Similarly, the number of novel URLs stored in the WARCs can be determined from:

$ python agents/h3cc.py info-xml | xmlstarlet sel -t -v "//warcNovelUrls"

You can query the frontier too. To see the URL queue for a given host, use a query-url corresponding to that host, e.g.

$ python agents/h3cc.py -H 192.168.99.100 -q "http://www.bbc.co.uk/" -l 5 pending-urls-from

This will show the first five URLs that are queued to be crawled next on that host. Similarly, you can ask for information about a specific URL:

$ python agents/h3cc.py -H 192.168.99.100 -q "http://www.bbc.co.uk/news" url-status

w3act.py - W3ACT Command-Line Client

This simple CLI client for W3ACT uses it's API to extract and submit information. It does not cover every aspect of W3ACT, and is mainly intended for helping with testing the system during development.
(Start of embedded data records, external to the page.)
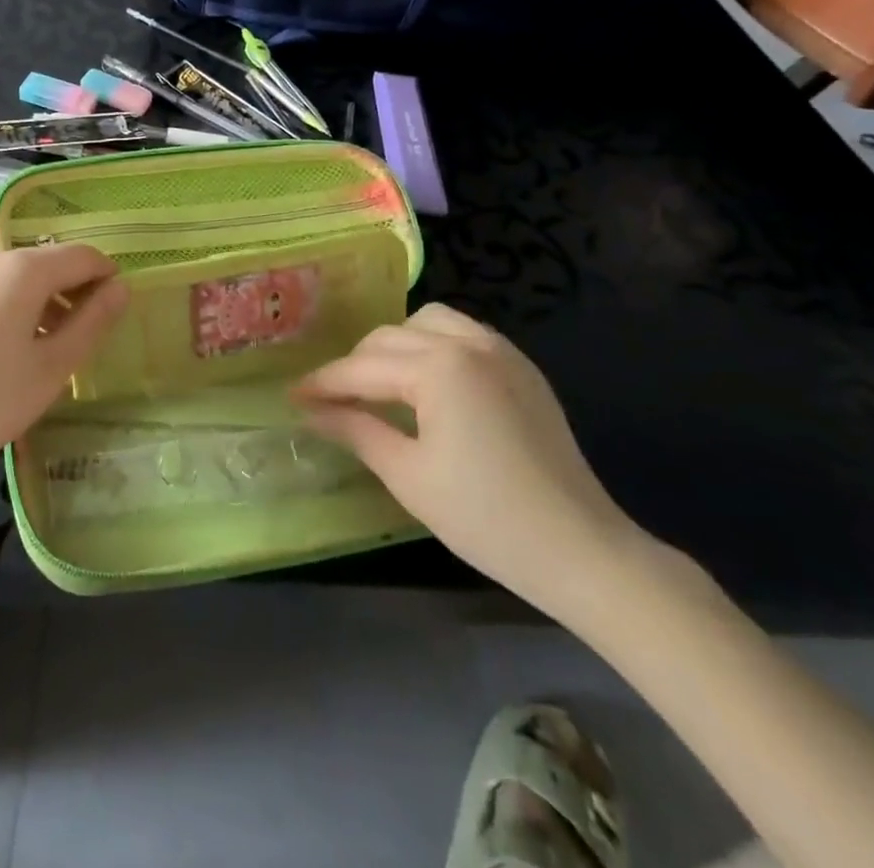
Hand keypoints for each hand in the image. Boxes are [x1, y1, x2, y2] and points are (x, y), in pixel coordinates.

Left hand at [0, 245, 127, 487]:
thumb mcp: (50, 369)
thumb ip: (91, 323)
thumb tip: (121, 288)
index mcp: (23, 269)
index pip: (83, 256)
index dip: (107, 279)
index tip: (115, 317)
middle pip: (50, 264)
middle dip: (74, 295)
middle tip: (82, 345)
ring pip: (20, 278)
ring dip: (44, 304)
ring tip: (45, 355)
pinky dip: (14, 309)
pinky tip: (5, 354)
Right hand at [293, 303, 650, 620]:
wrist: (582, 550)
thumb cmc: (486, 518)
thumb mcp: (408, 475)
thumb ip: (355, 430)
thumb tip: (310, 412)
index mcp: (438, 367)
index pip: (362, 368)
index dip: (322, 383)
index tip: (291, 396)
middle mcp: (468, 343)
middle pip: (389, 338)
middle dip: (354, 365)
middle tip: (331, 399)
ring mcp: (501, 351)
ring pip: (427, 322)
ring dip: (395, 345)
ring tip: (379, 383)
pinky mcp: (522, 368)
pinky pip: (464, 334)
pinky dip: (433, 345)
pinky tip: (427, 382)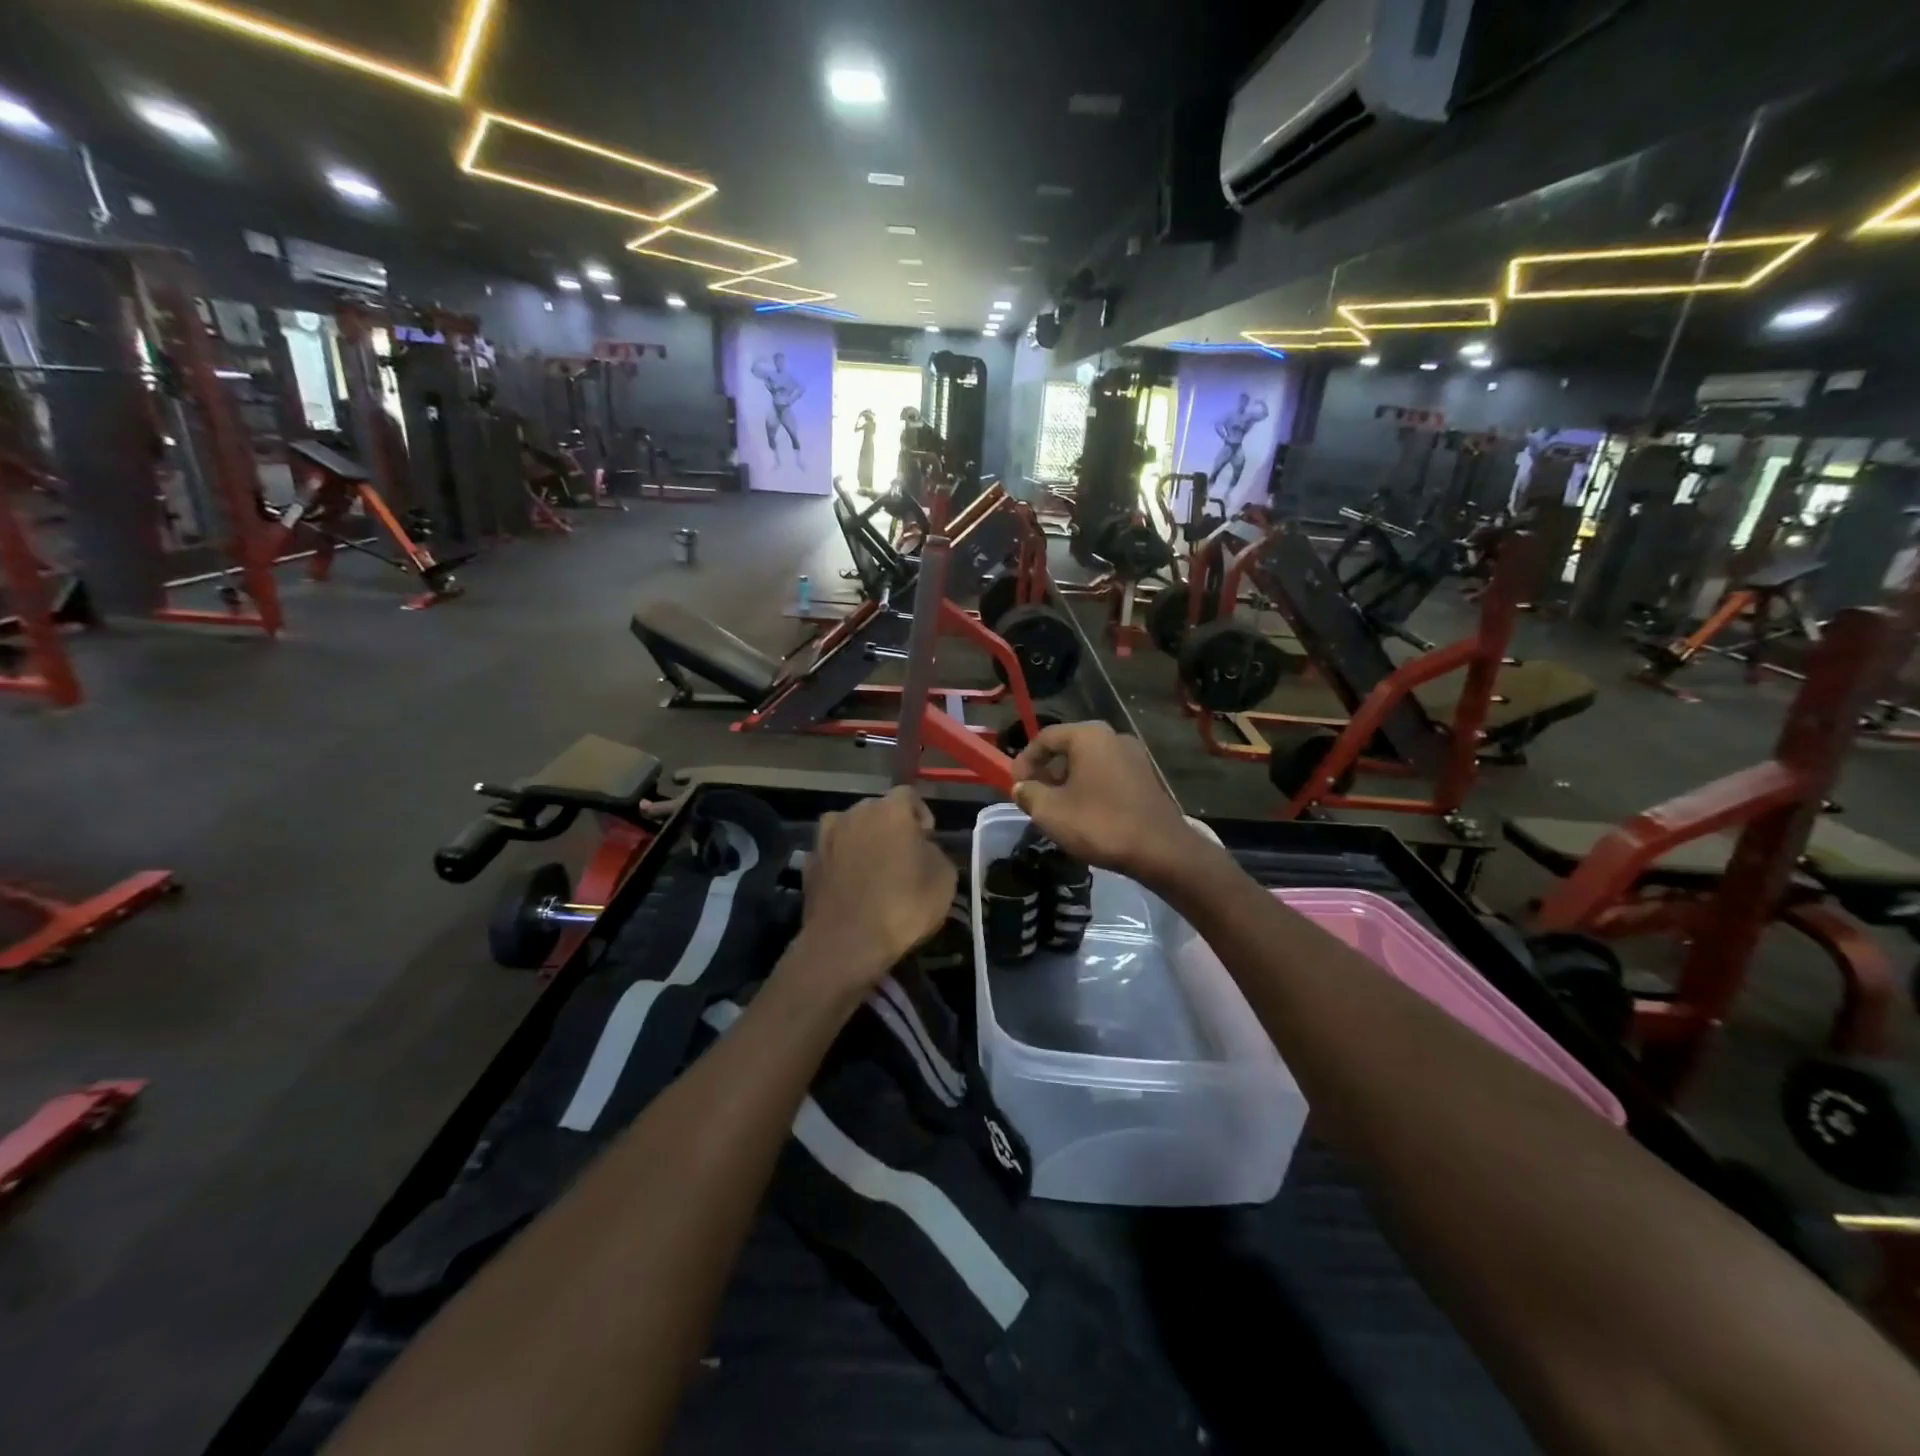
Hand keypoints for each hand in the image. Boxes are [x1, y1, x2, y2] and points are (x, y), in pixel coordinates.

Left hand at [795, 787, 956, 993]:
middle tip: (902, 857)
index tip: (927, 841)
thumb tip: (922, 848)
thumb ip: (934, 851)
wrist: (847, 943)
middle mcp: (854, 812)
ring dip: (862, 842)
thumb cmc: (904, 905)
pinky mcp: (808, 862)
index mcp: (890, 809)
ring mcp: (826, 837)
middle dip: (890, 828)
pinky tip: (850, 887)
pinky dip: (842, 864)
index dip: (921, 816)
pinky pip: (832, 854)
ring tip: (873, 871)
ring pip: (850, 830)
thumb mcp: (944, 878)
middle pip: (877, 810)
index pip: (909, 796)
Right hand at [1010, 722, 1200, 884]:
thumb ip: (1028, 794)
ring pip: (1089, 762)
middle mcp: (1113, 737)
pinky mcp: (1146, 777)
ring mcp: (1134, 756)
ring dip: (1068, 781)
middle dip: (1047, 771)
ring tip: (1057, 809)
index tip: (1015, 785)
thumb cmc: (1099, 824)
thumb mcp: (1050, 811)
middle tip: (1034, 796)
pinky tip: (1085, 814)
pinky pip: (1107, 774)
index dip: (1024, 760)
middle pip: (1068, 747)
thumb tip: (1021, 787)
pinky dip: (1090, 787)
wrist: (1161, 850)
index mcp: (1088, 736)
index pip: (1045, 737)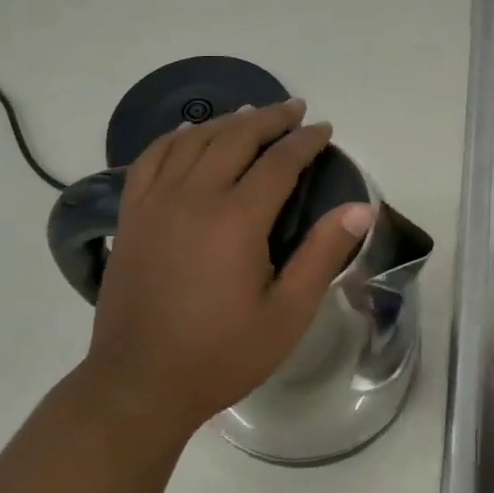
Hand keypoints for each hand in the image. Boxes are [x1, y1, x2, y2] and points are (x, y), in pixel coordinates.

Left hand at [78, 100, 373, 445]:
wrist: (140, 384)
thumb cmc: (222, 354)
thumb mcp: (288, 313)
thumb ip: (323, 254)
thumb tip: (361, 207)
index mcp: (236, 220)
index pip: (279, 162)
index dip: (305, 141)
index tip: (325, 129)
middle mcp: (193, 198)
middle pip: (235, 138)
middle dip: (269, 118)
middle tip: (295, 109)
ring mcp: (155, 204)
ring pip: (193, 141)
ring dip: (226, 121)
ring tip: (251, 113)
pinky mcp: (132, 216)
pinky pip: (151, 159)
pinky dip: (174, 138)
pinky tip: (188, 134)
This submits a new Target to the system, with one URL, a Title, and a crawl frequency:

$ python w3act.py add-target "https://www.gov.uk/government/publications?departments[]=department-for-transport" "Department for Transport publications"

The script is designed to log in using the default developer account and credentials. This can be overridden if required, like so:

$ python w3act.py -u "bob@jam.com" -p "secretsquirrel" add-target "https://www.gov.uk/government/publications?departments[]=department-for-transport" "Department for Transport publications" daily

If all goes well, you'll get back something like:

[2016-02-03 15:59:44,204] INFO: Logging into http://localhost:9000/act/login as wa-sysadm@bl.uk 
[2016-02-03 15:59:44,204] INFO w3act.py.__init__: Logging into http://localhost:9000/act/login as wa-sysadm@bl.uk 
[2016-02-03 15:59:44,219] INFO: Starting new HTTP connection (1): localhost
[2016-02-03 15:59:44,219] INFO connectionpool.py._new_conn: Starting new HTTP connection (1): localhost
[2016-02-03 15:59:44,241] INFO: POST {"field_depth": "CAPPED", "field_urls": ["https://www.gov.uk/government/publications?departments[]=department-for-transport"], "title": "Department for Transport publications", "selector": 1, "field_crawl_frequency": "daily", "field_scope": "root", "field_ignore_robots_txt": false, "field_crawl_start_date": 1454515184.0}
[2016-02-03 15:59:44,241] INFO w3act.py.post_target: POST {"field_depth": "CAPPED", "field_urls": ["https://www.gov.uk/government/publications?departments[]=department-for-transport"], "title": "Department for Transport publications", "selector": 1, "field_crawl_frequency": "daily", "field_scope": "root", "field_ignore_robots_txt": false, "field_crawl_start_date": 1454515184.0}
[2016-02-03 15:59:44,242] INFO: Starting new HTTP connection (1): localhost
[2016-02-03 15:59:44,242] INFO connectionpool.py._new_conn: Starting new HTTP connection (1): localhost
201
http://localhost:9000/act/targets/1

...where the last line indicates the URL for the newly created Target.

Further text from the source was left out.